The California Consumer Privacy Act (CCPA) went into effect on January 1, 2020. Even though enforcement actions will only be enacted after July 1, 2020, by the California Attorney General, the private right of action under the CCPA is now in complete effect.
This private right of action offers consumers of California with a valuable tool in order to seek help when their personal information is attained because of a data breach. This could also mean that companies doing business in California may also face civil liability if the systems they have set in place fall into a breach.
Private Right of Action
Under the CCPA, any consumer whose personal information is exposed to unauthorized access due to the failure of a business to implement and keep their security procedures may file a civil action in order to achieve either actual damages or statutory damages. These fines can range from $100 and $750 for every consumer, for every incident.
By establishing a right to receive statutory damages for every violation, this provision of the CCPA law makes it a lot easier for consumers to bring civil action after a data breach. By proving that the actual damages are a result of a data breach, the right actions will be performed.
Protection to Companies
The CCPA opens a private right of action only against businesses and organizations that fail in implementing and maintaining reasonable procedures in terms of security while practicing appropriate to the actual nature of the information.
The CCPA, unfortunately, does not provide a definition of these key terms.

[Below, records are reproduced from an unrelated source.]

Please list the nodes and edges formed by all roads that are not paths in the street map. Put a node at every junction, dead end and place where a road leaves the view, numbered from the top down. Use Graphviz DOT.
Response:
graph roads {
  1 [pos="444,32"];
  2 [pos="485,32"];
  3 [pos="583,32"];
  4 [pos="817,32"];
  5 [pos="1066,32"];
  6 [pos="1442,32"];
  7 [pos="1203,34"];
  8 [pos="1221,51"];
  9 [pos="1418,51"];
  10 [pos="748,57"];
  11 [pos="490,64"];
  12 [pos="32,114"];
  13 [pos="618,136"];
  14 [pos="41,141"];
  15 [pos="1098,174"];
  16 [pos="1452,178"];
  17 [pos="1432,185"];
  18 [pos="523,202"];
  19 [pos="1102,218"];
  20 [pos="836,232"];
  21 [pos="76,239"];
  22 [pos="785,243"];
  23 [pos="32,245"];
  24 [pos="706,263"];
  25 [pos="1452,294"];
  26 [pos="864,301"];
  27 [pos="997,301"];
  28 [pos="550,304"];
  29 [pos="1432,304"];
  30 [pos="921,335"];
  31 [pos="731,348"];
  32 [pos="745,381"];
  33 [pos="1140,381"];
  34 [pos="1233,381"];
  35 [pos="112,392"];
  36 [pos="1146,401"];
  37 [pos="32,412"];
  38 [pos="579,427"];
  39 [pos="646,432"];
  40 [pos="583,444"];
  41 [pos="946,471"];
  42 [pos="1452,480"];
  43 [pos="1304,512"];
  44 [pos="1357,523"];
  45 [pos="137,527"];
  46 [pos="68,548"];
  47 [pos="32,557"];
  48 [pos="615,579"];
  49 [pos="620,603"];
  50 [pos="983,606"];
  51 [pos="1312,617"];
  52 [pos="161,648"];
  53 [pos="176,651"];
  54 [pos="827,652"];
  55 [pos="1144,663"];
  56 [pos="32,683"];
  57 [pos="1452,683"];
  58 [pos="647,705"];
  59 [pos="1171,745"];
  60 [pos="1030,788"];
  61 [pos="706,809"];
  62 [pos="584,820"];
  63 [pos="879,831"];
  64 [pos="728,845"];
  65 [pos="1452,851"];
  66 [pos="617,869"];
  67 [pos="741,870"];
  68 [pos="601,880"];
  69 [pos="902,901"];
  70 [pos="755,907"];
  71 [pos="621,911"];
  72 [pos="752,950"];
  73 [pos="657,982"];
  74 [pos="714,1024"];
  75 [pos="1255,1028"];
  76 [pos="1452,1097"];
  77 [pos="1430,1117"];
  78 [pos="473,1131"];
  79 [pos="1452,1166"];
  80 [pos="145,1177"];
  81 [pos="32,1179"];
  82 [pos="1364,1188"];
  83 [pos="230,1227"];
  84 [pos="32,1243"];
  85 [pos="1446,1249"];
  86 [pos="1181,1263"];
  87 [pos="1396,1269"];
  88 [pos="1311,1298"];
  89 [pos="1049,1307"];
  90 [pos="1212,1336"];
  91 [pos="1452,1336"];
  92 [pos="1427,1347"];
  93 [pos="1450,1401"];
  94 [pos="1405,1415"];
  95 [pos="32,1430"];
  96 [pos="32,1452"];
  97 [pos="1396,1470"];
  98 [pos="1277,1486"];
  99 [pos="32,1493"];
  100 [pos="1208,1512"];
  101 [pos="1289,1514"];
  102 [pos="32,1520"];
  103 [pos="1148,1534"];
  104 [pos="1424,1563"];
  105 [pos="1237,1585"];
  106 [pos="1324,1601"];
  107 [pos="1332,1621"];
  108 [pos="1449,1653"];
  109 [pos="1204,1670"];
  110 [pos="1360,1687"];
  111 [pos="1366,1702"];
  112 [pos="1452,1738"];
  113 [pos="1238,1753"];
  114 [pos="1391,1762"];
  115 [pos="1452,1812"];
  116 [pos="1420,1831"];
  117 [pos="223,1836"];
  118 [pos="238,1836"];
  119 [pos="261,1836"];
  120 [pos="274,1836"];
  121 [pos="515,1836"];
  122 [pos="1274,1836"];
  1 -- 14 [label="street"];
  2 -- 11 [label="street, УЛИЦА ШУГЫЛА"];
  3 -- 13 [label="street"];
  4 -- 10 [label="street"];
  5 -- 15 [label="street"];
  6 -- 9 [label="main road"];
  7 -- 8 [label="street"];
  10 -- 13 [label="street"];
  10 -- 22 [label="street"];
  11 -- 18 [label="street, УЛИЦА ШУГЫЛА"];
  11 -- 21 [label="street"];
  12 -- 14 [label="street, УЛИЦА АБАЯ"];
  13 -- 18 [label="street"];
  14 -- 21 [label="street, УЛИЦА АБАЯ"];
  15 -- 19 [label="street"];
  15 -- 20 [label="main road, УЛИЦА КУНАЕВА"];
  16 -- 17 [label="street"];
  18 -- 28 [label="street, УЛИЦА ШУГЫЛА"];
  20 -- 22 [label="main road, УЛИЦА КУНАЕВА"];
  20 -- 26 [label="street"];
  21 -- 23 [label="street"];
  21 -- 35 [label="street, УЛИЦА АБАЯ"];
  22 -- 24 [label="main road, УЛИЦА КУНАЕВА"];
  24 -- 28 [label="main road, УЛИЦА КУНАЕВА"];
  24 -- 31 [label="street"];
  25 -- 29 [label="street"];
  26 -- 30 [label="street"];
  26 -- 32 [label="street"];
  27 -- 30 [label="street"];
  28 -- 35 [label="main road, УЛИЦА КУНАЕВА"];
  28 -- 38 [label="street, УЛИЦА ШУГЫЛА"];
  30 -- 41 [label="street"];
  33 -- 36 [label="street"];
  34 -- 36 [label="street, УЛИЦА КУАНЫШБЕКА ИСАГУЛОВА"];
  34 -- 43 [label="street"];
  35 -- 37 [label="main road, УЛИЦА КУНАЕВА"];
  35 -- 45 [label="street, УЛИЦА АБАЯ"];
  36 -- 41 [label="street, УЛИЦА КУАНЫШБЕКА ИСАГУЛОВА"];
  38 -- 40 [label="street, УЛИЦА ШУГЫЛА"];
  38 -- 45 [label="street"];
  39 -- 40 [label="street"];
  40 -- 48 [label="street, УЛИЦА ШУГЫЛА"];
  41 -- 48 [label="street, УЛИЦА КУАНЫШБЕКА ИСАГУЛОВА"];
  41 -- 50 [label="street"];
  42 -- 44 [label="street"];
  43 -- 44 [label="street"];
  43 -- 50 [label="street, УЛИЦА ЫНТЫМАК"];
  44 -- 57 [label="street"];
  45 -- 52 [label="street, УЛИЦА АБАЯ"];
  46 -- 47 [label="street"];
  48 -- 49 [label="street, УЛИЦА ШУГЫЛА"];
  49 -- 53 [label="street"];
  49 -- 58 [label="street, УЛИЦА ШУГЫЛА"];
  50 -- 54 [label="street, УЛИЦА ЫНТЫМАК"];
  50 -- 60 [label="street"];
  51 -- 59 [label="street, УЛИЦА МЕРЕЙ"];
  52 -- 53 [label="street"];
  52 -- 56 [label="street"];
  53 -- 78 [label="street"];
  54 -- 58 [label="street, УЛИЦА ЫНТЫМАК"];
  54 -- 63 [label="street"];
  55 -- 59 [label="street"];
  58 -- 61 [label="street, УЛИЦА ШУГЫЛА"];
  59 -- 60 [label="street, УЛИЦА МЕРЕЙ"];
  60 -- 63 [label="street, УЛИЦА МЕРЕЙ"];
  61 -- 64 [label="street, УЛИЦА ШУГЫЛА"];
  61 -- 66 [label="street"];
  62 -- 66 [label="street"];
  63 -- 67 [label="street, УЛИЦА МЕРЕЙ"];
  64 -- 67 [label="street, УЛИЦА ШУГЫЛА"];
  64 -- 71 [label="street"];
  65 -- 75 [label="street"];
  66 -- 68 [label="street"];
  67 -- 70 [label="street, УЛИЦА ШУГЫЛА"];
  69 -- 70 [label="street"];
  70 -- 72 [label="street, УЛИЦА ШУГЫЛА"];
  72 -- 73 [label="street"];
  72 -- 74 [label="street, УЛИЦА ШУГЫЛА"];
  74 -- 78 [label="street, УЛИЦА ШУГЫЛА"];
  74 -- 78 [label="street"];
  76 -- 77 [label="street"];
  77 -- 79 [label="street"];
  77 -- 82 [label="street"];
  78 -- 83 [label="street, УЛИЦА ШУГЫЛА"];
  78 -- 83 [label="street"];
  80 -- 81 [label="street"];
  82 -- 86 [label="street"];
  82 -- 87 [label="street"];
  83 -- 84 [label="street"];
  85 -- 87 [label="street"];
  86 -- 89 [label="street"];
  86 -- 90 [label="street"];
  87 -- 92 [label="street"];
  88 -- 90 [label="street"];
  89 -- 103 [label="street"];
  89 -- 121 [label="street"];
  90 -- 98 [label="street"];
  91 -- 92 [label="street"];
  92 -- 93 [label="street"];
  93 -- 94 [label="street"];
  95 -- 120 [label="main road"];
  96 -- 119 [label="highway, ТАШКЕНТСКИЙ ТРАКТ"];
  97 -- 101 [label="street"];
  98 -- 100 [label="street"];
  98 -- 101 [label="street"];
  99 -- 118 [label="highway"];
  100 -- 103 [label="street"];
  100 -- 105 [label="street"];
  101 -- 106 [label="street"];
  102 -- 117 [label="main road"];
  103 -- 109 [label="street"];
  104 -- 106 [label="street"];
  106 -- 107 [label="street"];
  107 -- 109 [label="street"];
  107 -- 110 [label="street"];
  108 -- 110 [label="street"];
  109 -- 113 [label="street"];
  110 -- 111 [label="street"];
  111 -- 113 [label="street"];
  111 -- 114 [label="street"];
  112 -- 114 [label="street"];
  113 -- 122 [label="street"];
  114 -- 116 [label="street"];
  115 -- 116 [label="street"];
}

Another law provision under the CCPA, however, offers businesses with protection against suits from consumers, especially those who are actively seeking statutory damages.
With this, under Section 1758, 150(b) of the CCPA, a consumer needs to present business with written notice within 30 days of the alleged violation leading to the unauthorized access, theft, exfiltration, or disclosure of the personal information of the consumer.
This means that the business is given 30 days to deal with the violation, notifying the consumer that such a violation has already been cured and that no further violations will happen again. If the organization can act quickly in curing the violation and informing the consumer, there arises no need for the consumer to sue for statutory damages.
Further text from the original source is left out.